_WHAT YOU SHOULD DO_:
Beneath this instruction is a listing. Transcribe from it only the stretch from the line with "pinky mcp: (595, 531)" through the line with "pinky pip: (599, 459)", both end lines included, exactly as written.
+ + + + +
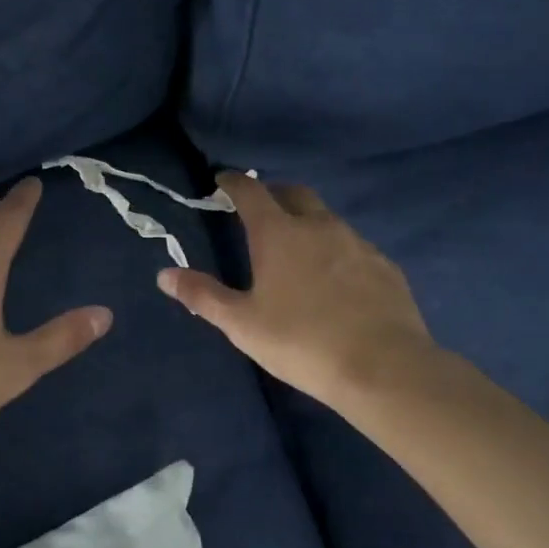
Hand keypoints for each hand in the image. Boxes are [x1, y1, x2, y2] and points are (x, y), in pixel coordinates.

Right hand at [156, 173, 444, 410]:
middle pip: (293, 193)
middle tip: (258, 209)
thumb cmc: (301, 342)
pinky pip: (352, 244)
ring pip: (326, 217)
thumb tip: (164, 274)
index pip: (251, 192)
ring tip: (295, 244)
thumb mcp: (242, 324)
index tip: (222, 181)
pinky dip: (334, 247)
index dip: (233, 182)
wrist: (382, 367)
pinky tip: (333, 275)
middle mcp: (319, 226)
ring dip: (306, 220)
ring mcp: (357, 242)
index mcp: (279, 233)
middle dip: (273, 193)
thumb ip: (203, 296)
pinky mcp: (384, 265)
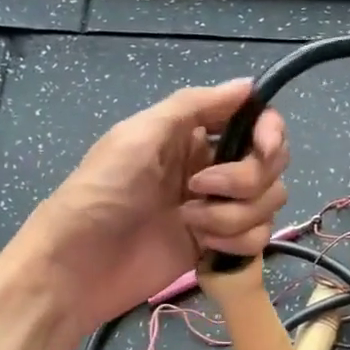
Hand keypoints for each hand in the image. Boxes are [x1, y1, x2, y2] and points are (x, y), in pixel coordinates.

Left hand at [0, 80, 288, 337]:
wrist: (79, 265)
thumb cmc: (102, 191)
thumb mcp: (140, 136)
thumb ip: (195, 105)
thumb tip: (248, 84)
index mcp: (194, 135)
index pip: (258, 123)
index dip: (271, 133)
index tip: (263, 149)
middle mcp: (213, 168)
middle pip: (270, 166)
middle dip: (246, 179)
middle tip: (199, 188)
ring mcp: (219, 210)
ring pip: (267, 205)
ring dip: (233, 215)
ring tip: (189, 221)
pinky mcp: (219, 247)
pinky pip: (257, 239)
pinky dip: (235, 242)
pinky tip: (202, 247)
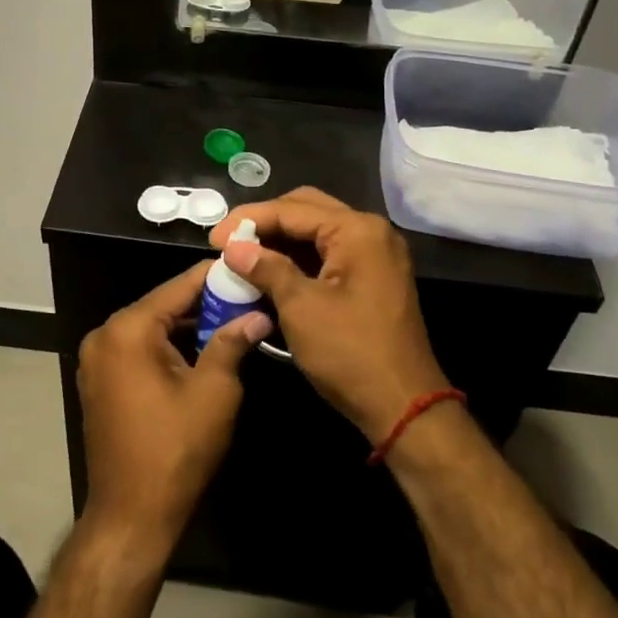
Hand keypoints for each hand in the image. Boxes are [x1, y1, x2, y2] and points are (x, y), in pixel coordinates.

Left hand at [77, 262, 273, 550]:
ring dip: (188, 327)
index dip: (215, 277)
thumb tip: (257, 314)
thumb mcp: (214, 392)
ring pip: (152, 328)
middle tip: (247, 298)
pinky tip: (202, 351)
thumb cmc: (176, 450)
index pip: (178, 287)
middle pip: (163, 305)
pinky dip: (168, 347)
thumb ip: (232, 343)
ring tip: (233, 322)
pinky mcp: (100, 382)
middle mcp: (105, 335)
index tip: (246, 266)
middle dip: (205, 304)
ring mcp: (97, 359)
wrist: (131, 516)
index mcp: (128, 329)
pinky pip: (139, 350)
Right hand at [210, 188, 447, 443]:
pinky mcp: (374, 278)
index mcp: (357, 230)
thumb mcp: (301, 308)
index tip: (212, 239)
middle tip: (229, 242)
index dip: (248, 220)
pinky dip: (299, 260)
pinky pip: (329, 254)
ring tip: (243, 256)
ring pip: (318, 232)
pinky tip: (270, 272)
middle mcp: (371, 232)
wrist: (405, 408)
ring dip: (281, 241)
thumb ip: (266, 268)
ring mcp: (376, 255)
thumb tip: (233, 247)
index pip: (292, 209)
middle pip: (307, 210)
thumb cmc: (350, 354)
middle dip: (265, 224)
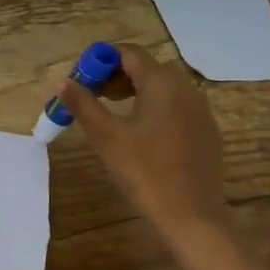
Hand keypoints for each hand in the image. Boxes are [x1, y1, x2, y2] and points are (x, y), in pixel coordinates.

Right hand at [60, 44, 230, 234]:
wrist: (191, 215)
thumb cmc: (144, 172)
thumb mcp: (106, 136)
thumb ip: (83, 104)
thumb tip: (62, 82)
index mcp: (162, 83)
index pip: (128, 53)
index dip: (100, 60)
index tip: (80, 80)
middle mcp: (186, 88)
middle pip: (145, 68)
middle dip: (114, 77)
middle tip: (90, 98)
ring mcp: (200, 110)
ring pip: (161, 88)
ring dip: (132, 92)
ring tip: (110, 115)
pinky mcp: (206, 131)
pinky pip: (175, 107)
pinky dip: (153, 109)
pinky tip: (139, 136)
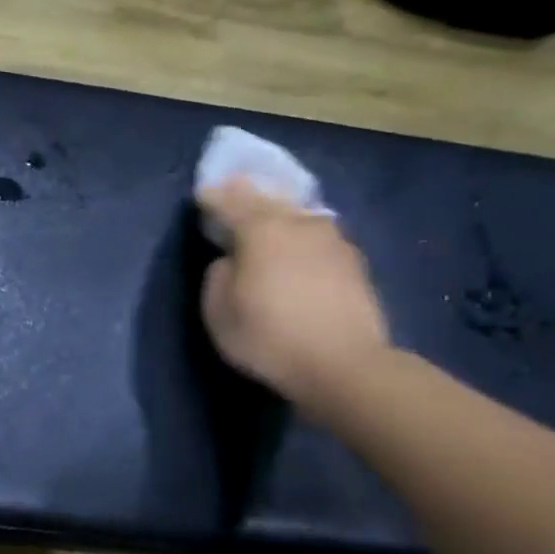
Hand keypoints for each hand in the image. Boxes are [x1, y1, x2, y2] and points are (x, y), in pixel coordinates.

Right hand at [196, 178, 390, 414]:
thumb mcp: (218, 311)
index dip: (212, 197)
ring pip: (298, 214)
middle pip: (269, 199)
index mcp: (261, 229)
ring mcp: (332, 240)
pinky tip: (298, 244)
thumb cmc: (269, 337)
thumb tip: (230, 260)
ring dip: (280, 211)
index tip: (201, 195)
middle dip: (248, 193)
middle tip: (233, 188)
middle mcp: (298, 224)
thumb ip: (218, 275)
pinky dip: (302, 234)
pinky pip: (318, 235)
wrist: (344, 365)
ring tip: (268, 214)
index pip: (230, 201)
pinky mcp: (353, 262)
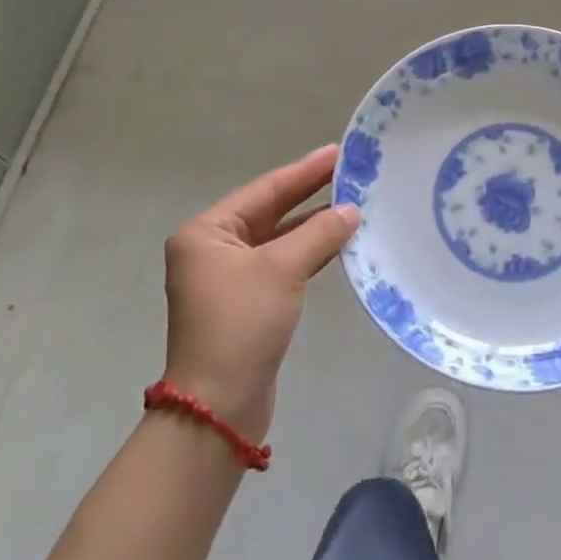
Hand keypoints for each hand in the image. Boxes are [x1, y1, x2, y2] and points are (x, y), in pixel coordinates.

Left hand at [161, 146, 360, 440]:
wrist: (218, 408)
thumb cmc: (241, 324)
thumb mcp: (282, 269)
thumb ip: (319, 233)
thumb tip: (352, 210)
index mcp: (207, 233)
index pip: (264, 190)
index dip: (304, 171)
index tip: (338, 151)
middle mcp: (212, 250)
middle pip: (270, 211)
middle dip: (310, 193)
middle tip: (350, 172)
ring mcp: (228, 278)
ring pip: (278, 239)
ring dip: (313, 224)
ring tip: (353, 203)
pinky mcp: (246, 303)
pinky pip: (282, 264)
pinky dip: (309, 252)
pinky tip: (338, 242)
+ + + + +
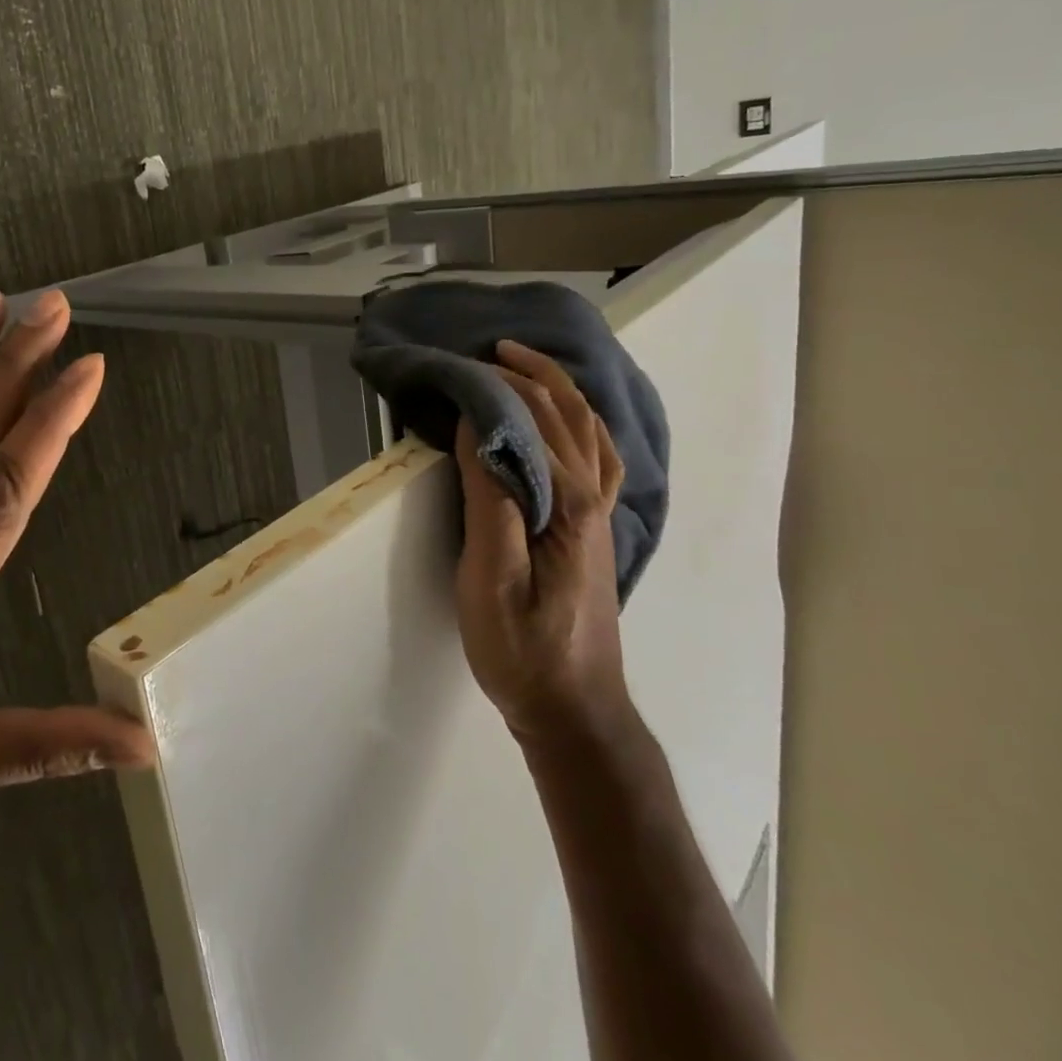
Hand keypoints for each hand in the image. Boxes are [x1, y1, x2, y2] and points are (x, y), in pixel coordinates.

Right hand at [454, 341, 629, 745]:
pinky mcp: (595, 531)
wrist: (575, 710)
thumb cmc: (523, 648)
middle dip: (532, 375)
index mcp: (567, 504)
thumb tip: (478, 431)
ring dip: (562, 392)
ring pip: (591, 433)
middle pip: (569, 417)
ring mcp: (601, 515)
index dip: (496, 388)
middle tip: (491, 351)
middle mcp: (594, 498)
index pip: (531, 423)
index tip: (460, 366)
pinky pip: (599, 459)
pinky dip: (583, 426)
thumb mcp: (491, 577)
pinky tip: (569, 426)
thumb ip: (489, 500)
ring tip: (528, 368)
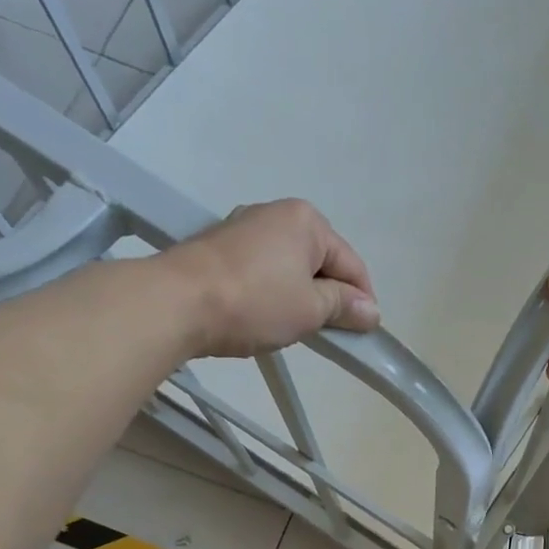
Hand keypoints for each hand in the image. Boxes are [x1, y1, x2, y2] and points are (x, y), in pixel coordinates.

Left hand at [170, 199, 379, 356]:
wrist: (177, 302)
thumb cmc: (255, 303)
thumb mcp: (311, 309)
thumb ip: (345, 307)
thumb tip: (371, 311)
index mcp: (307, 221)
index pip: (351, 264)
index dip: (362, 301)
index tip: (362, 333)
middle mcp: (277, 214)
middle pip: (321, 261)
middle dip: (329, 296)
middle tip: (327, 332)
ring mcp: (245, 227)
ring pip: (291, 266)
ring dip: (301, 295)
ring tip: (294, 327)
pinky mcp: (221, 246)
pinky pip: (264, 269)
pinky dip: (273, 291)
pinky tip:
+ + + + +
_EXERCISE OUTPUT_:
pinky mcp: (595, 531)
wrist: (575, 710)
thumb cmc: (523, 648)
middle dip: (532, 375)
index mcp: (567, 504)
thumb tip: (478, 431)
ring dip: (562, 392)
ring pip: (591, 433)
middle pip: (569, 417)
ring mcp: (601, 515)
index dip: (496, 388)
middle tip: (491, 351)
middle mcp: (594, 498)
index pip: (531, 423)
index tip: (460, 366)
pinky pip: (599, 459)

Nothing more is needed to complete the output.